Collado was taken to a hospital and died 12 hours later. What words had he spoken, if any, that might shed light on that deadly encounter he had with the police? What was his condition, and how was he treated during those 12 hours? None of this has yet been revealed, let alone independently verified, because the police denied his family any access to him during that period. Collado's family is demanding an independent autopsy.
The police attempted to justify the shooting by claiming that Collado had the undercover cop in a chokehold and the cop fired in self-defense. However, the Collado family's lawyer has announced that they have obtained surveillance video of the scene that night, and that it clearly shows that Collado was not choking the undercover cop.
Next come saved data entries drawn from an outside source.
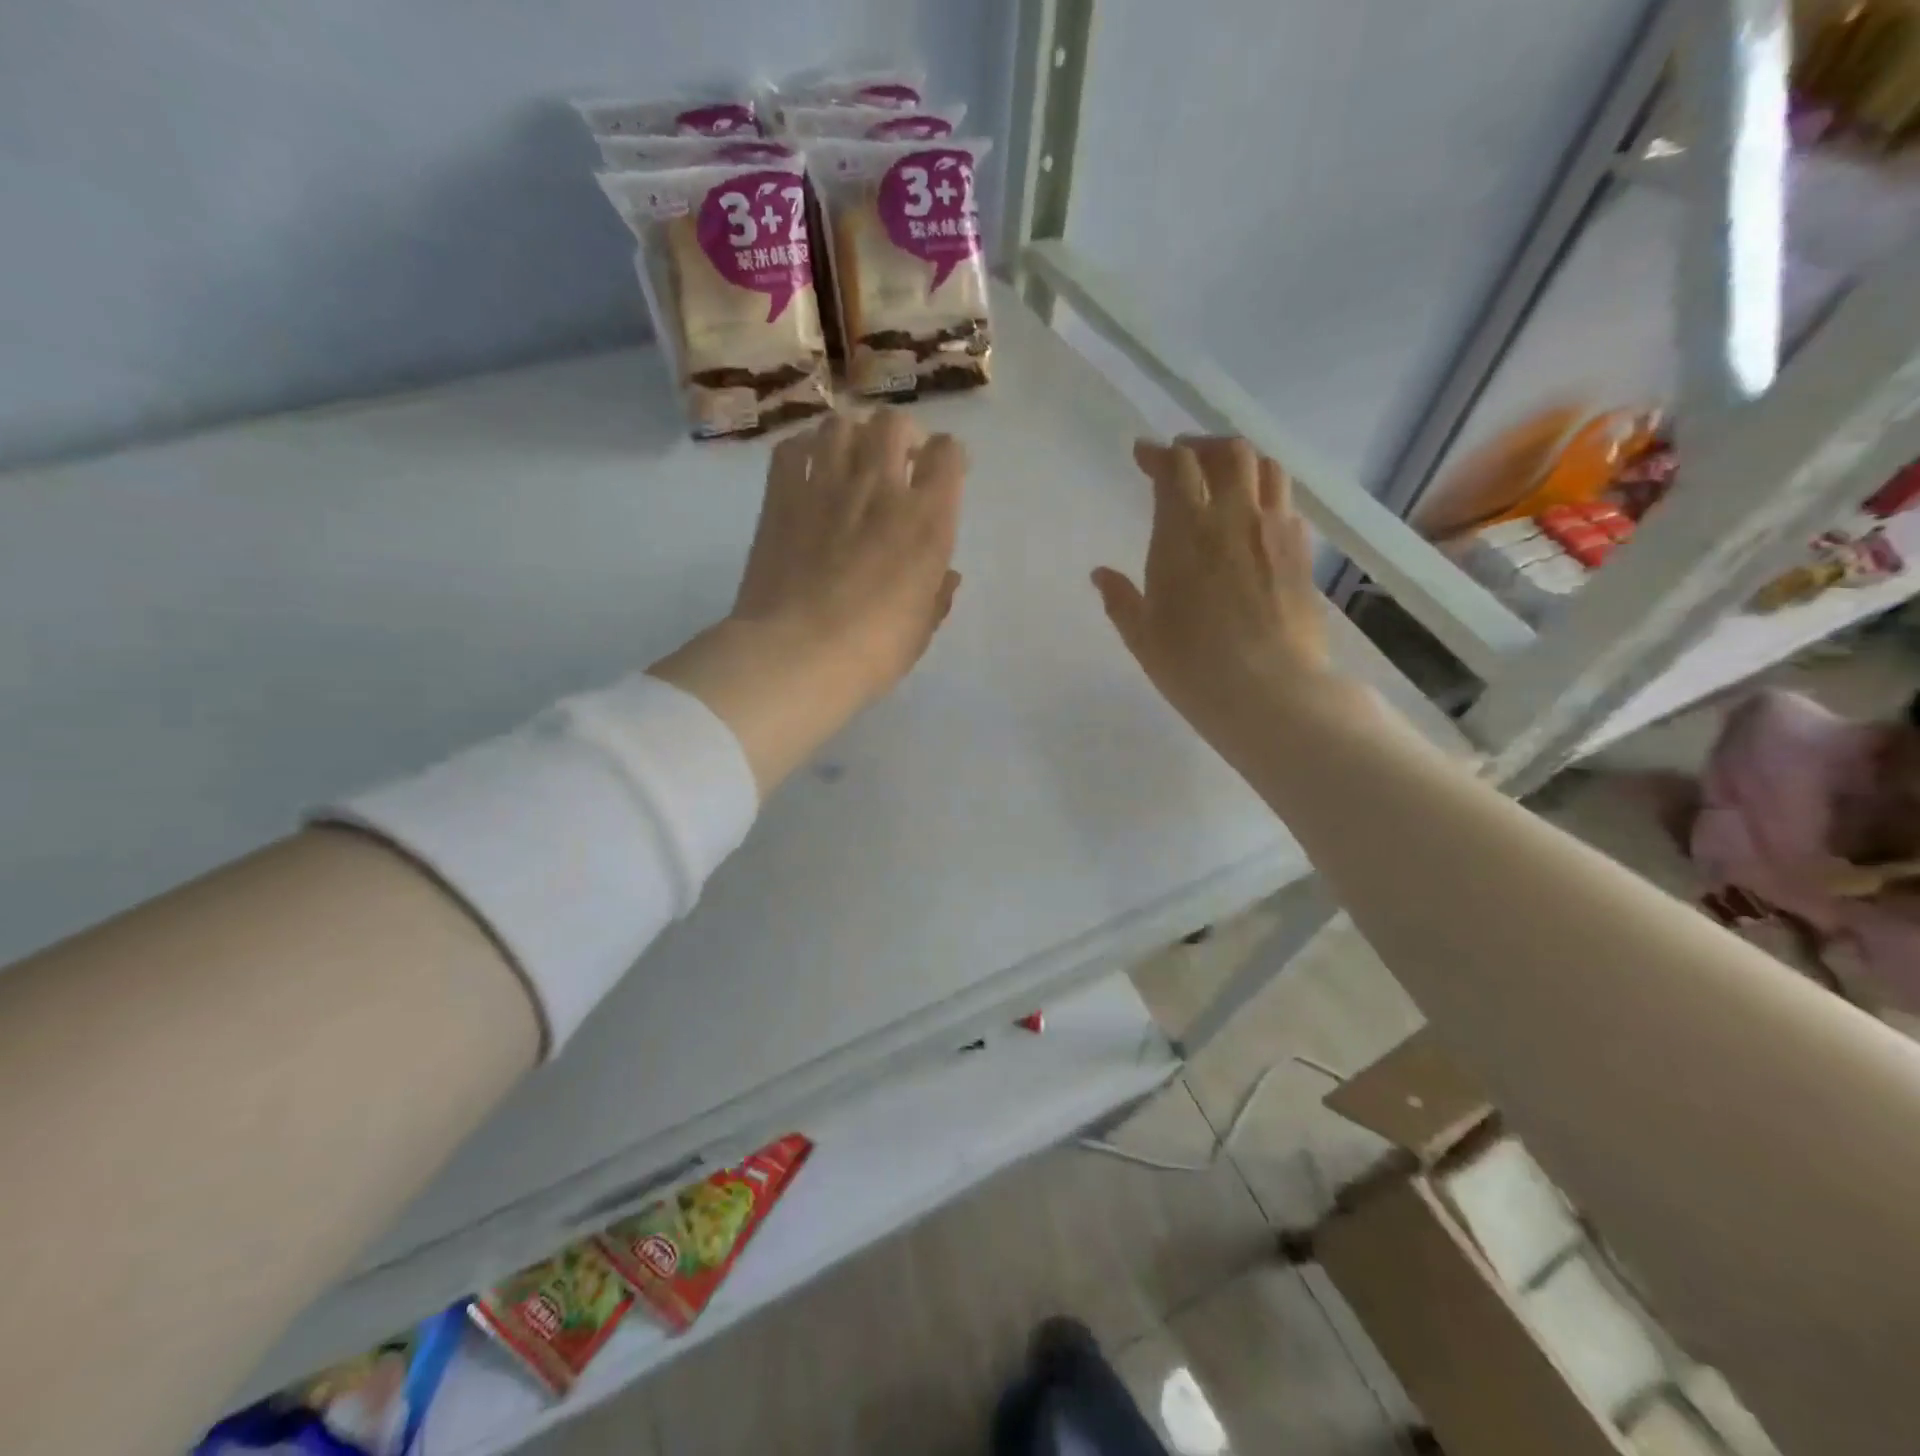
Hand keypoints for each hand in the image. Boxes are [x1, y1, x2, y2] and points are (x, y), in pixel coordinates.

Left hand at [652, 409, 964, 794]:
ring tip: (850, 464)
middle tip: (896, 466)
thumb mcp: (920, 630)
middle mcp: (880, 487)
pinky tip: (808, 472)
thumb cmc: (872, 651)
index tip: (941, 477)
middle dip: (901, 437)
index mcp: (926, 520)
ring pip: (842, 424)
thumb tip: (947, 576)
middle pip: (894, 423)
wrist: (796, 655)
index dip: (949, 459)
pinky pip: (793, 447)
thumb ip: (937, 594)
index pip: (949, 453)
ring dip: (852, 438)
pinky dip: (804, 451)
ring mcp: (826, 484)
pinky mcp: (781, 495)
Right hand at [1092, 436, 1342, 756]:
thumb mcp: (1143, 637)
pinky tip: (1257, 517)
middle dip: (1202, 446)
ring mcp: (1275, 532)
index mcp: (1186, 532)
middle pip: (1228, 453)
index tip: (1143, 454)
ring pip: (1267, 468)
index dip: (1157, 454)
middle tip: (1184, 458)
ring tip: (1225, 475)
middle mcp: (1234, 518)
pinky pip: (1287, 504)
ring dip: (1241, 461)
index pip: (1176, 468)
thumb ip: (1121, 599)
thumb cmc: (1193, 666)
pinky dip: (1268, 495)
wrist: (1271, 692)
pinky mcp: (1302, 554)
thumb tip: (1100, 574)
This shooting comes less than 11 months after the NYPD killed 24-year-old Emmanuel Paulino, just four blocks away.
Anger Pours into the Street
On Saturday, September 18, there was a protest organized by John Collado's family and neighbors. For many, this was their first act of resistance. Some voiced that they had long supported the police but that the NYPD's murder of a well-respected person like Collado really shook their sense of the legitimacy of the system and its enforcers. Many carried a poster/sign made by family and neighbors organizing the march with John Collado's photo above the words "Please be advised that the abuse of authority by the NYPD is claiming innocent lives! Stop the abuse!"
What began as a march of 100 grew to over 200 as the protest went through the community to the notorious 34th Precinct. For some people, this was their third march to this precinct to protest a murder by the police. This sharply posed the question: How many more such murders are we going to protest before we STOP this? How many more lives are going to be stolen by murdering cops? The words of the RCP's Message and Call "The Revolution We Need… The Leadership We Have," which we distributed on the march, speaks to that:
"The days when this system can just keep on doing what it does to people, here and all around the world… when people are not inspired and organized to stand up against these outrages and to build up the strength to put an end to this madness… those days must be GONE. And they CAN be."